For data wranglers wishing to store large amounts of text or numeric entries in an efficient fashion, the Apache Parquet file format makes for an obvious choice. As a storage medium, Parquet has two important benefits afforded by its columnar structure: 1.) Access to data columns can be made on an ‘as needed’ basis, increasing the overall speed of queries, and 2.) Since all values in a column are serialized and compressed together, Parquet files take up much less room than similar plain text or row-wise compressed files.

In this article I’ll run through a simple SQL manipulation enabled by Apache Drill which results in the creation of data stored in Parquet format. Drill’s support for Parquet runs deep, and it’s the default storage format for files created as a result of a CTAS (CREATE TABLE… AS) command.

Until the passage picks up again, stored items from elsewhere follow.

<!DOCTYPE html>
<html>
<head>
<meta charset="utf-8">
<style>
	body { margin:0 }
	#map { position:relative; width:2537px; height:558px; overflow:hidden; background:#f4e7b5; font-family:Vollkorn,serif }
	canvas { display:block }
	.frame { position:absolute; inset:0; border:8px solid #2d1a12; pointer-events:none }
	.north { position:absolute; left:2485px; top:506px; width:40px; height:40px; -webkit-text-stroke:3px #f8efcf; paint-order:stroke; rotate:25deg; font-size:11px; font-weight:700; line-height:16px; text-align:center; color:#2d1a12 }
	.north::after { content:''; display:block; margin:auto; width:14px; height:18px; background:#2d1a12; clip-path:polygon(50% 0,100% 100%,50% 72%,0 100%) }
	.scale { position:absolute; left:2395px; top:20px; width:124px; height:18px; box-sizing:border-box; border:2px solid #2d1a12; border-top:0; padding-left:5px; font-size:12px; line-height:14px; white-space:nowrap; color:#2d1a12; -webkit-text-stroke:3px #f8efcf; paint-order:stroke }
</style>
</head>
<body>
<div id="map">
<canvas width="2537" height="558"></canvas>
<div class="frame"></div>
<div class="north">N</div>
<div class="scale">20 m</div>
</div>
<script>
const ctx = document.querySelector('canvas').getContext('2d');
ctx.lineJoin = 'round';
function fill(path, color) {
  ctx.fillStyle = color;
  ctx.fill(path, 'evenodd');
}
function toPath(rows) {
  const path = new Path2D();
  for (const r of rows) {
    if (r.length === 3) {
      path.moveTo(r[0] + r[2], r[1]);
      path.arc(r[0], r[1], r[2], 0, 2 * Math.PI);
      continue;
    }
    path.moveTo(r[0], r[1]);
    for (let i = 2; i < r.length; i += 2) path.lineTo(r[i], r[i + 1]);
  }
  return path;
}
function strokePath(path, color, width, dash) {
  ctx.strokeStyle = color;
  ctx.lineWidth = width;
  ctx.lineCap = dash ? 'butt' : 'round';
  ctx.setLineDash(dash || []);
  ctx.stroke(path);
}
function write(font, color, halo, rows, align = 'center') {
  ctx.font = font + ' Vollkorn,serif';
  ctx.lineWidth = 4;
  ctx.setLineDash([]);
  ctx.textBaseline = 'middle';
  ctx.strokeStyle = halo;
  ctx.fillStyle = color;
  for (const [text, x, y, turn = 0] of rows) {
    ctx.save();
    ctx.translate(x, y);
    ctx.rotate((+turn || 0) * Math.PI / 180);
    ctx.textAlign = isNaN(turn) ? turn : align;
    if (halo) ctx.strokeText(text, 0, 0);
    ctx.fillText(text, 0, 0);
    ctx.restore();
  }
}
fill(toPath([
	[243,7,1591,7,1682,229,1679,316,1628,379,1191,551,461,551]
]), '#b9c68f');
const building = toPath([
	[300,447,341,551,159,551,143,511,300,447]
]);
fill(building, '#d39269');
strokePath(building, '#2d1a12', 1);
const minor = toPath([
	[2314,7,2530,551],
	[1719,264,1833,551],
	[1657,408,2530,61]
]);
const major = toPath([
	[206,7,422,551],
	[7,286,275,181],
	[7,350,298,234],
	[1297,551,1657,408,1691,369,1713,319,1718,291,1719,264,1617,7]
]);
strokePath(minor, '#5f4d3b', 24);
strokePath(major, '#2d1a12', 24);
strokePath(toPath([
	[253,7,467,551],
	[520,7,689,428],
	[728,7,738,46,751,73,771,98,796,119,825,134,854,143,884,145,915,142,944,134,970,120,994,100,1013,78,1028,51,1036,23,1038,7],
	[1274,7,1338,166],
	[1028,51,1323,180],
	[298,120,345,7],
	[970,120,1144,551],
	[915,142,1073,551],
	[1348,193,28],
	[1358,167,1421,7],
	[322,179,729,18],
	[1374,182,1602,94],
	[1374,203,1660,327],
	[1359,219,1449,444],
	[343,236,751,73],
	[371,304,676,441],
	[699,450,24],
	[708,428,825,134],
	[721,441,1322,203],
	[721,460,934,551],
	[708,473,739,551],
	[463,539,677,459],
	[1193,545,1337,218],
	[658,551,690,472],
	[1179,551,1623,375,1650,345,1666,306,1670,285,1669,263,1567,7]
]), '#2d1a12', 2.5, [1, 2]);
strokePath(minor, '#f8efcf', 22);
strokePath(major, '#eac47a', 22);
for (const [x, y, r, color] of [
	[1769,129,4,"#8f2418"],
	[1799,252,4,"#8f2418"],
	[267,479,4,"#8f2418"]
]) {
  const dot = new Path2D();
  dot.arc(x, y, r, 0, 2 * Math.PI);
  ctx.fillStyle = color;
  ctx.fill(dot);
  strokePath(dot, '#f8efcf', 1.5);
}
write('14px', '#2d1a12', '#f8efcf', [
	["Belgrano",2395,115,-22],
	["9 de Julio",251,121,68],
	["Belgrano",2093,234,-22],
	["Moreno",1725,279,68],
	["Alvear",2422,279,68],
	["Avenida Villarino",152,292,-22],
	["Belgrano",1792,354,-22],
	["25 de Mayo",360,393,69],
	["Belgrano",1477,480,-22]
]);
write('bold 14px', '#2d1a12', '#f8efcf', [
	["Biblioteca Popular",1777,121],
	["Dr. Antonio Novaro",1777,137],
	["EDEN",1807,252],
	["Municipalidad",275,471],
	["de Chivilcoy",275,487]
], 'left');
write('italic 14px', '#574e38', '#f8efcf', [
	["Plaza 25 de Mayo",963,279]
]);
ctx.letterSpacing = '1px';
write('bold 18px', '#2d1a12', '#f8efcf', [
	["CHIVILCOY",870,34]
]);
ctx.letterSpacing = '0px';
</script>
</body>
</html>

We’ll start by downloading some parking data from the city of Aarhus, Denmark (available via this site), renaming the file so that it has a ’.csvh’ extention (as per this article). Then we’ll start the Drill prompt with the usual incantation (drill-embedded for single-machine or drill-conf on a cluster) and do a simple SELECT * to look at the data:

> SELECT * FROM dfs.`/path/to/aarhus_parking.csvh` LIMIT 10;
+---------------+--------------------------+------+--------------+----------------+----------------------+
| vehiclecount  |        updatetime        | _id  | totalspaces  |   garagecode   |      streamtime      |
+---------------+--------------------------+------+--------------+----------------+----------------------+
| 0             | 2014-05-22 09:09:04.145  | 1    | 65           | NORREPORT      | 2014-11-03 16:18:44  |
| 0             | 2014-05-22 09:09:04.145  | 2    | 512          | SKOLEBAKKEN    | 2014-11-03 16:18:44  |
| 869           | 2014-05-22 09:09:04.145  | 3    | 1240         | SCANDCENTER    | 2014-11-03 16:18:44  |
| 22            | 2014-05-22 09:09:04.145  | 4    | 953          | BRUUNS         | 2014-11-03 16:18:44  |
| 124           | 2014-05-22 09:09:04.145  | 5    | 130          | BUSGADEHUSET   | 2014-11-03 16:18:44  |
| 106           | 2014-05-22 09:09:04.145  | 6    | 400          | MAGASIN        | 2014-11-03 16:18:44  |
| 115           | 2014-05-22 09:09:04.145  | 7    | 210          | KALKVAERKSVEJ  | 2014-11-03 16:18:44  |
| 233           | 2014-05-22 09:09:04.145  | 8    | 700          | SALLING        | 2014-11-03 16:18:44  |
| 0             | 2014-05-22 09:39:01.803  | 9    | 65           | NORREPORT      | 2014-11-03 16:18:44  |
| 0             | 2014-05-22 09:39:01.803  | 10   | 512          | SKOLEBAKKEN    | 2014-11-03 16:18:44  |
+---------------+--------------------------+------+--------------+----------------+----------------------+

Before we save this table as a Parquet file, we need to switch to a writable workspace inside Drill. The command

USE dfs.tmp;

will do the trick—it tells Drill to write files to the system’s /tmp directory. With that done all we need to do is run a CTAS

CREATE TABLE parking AS SELECT * FROM dfs.`/path/to/aarhus_parking.csvh`;

and then rename the resulting temporary file:

mv /tmp/parking/0_0_0.parquet /path/to/parking.parquet

Now we can query the new Parquet file with:

SELECT * FROM dfs.`/path/to/parking.parquet` LIMIT 10;

which yields the same results as before. But what about file size? How does the compressed Parquet file compare to the original CSV? Pretty darn favorably, as it turns out:

$ ls -lrth
total 8488
-rw-r--r--  1 user  staff   594K Nov 30 15:06 parking.parquet
-rw-r-----@ 1 user  staff   3.6M Nov 30 15:07 aarhus_parking.csvh

In round numbers, it’s about 1/6th the size!

So that’s an extremely brief tour of how easily Drill interfaces with the Parquet file format. Since the two are an extremely popular combination, expect to see some more in-depth articles about using Drill with Parquet on the Dremio Blog in the near future.